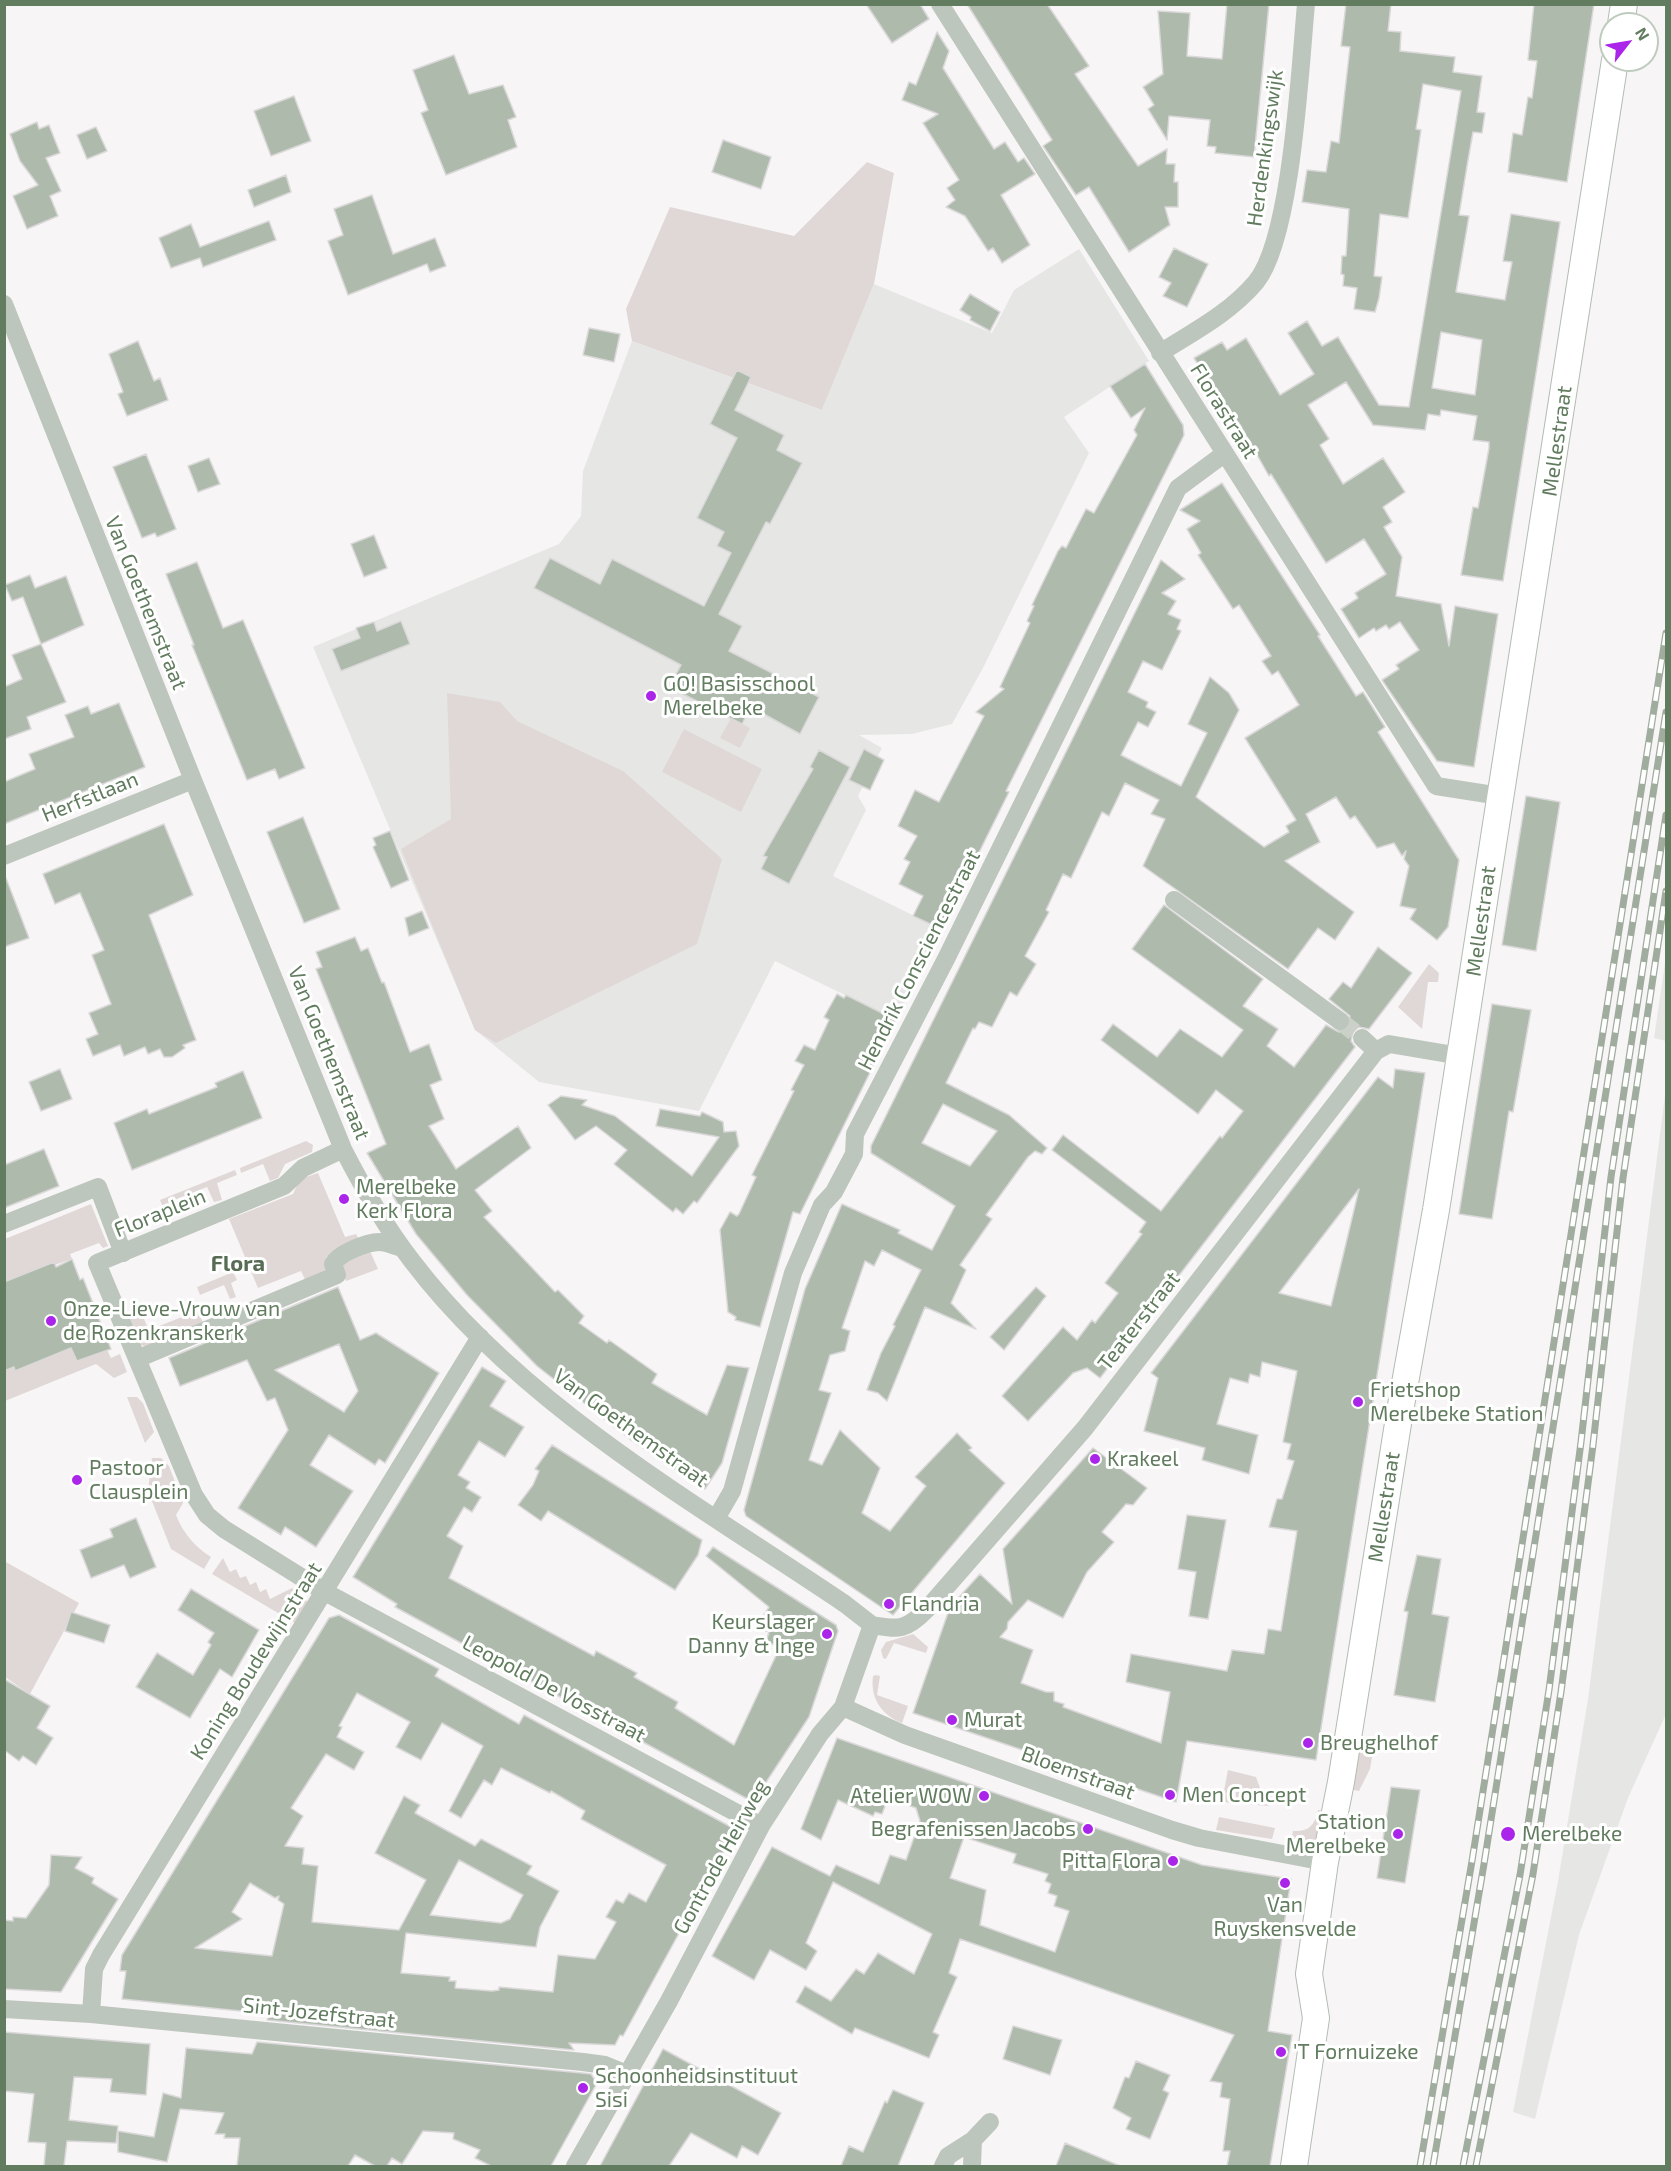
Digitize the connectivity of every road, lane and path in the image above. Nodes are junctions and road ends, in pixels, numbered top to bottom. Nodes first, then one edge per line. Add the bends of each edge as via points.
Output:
1 (940, 4) edge
2 (1306, 4) edge
3 (1613, 72) edge
4 (4, 304) edge
5 (1160, 353) junction
6 (1224, 454) junction
7 (193, 780) junction
8 (1500, 796) junction
9 (4, 856) edge
10 (1174, 900) dead end
11 (1340, 1021) tunnel mouth
12 (1362, 1038) tunnel mouth
13 (1376, 1051) junction
14 (1460, 1056) junction
15 (343, 1149) junction
16 (4, 1224) edge
17 (402, 1248) junction
18 (123, 1252) junction
19 (480, 1337) junction
20 (140, 1366) junction
21 (717, 1517) junction
22 (325, 1592) junction
23 (872, 1625) junction
24 (843, 1707) junction
25 (761, 1826) junction
26 (1325, 1862) junction
27 (4, 2009) edge
28 (91, 2014) junction
29 (627, 2074) junction
30 (990, 2122) dead end
31 (973, 2140) junction
32 (575, 2166) edge
33 (943, 2166) edge
34 (972, 2166) edge
35 (1294, 2166) edge

1 - 5 street, Florastraat
2 - 5 street, Herdenkingswijk via 1284,193 1272,252 1257,281 1234,305
3 - 8 street, Mellestraat
4 - 7 street, Van Goethemstraat
5 - 6 street, Florastraat
6 - 8 street, Florastraat via 1436,786
6 - 21 street, Hendrik Consciencestraat via 1178,488 946,959 855,1134 854,1154 834,1192 822,1205 793,1273 732,1491
7 - 9 street, Herfstlaan
7 - 15 street, Van Goethemstraat
8 - 14 street, Mellestraat
10 - 11 street
12 - 13 street
13 - 14 street via 1389,1044
13 - 23 street, Teaterstraat via 1085,1428 927,1610 913,1623 896,1629
14 - 26 street, Mellestraat
15 - 17 street, Van Goethemstraat
15 - 18 street, Floraplein via 303,1167 285,1186
16 - 18 street via 98,1187
17 - 19 street, Van Goethemstraat
17 - 20 street via 379,1242 366,1245 336,1259 333,1264 337,1275
18 - 20 street, Floraplein via 97,1263
19 - 21 street, Van Goethemstraat via 574,1420
19 - 22 street, Koning Boudewijnstraat
20 - 22 street via 194,1495 207,1515 224,1530
21 - 23 street, Van Goethemstraat
22 - 25 street, Leopold De Vosstraat
22 - 28 street, Koning Boudewijnstraat via 101,1955 94,1969
23 - 24 street, Gontrode Heirweg
24 - 25 street, Gontrode Heirweg via 820,1734
24 - 26 street, Bloemstraat via 905,1735 1199,1838
25 - 29 street, Gontrode Heirweg
26 - 35 street, Mellestraat via 1309,1974 1316,2018
27 - 28 street, Sint-Jozefstraat
28 - 29 street, Sint-Jozefstraat via 583,2062
29 - 32 street, Gontrode Heirweg
30 - 31 street
31 - 33 street via 948,2156
31 - 34 street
....................
About this task: Report every line of the material above in which "tunnel" appears.

Exercise result:
11 (1340, 1021) tunnel mouth
12 (1362, 1038) tunnel mouth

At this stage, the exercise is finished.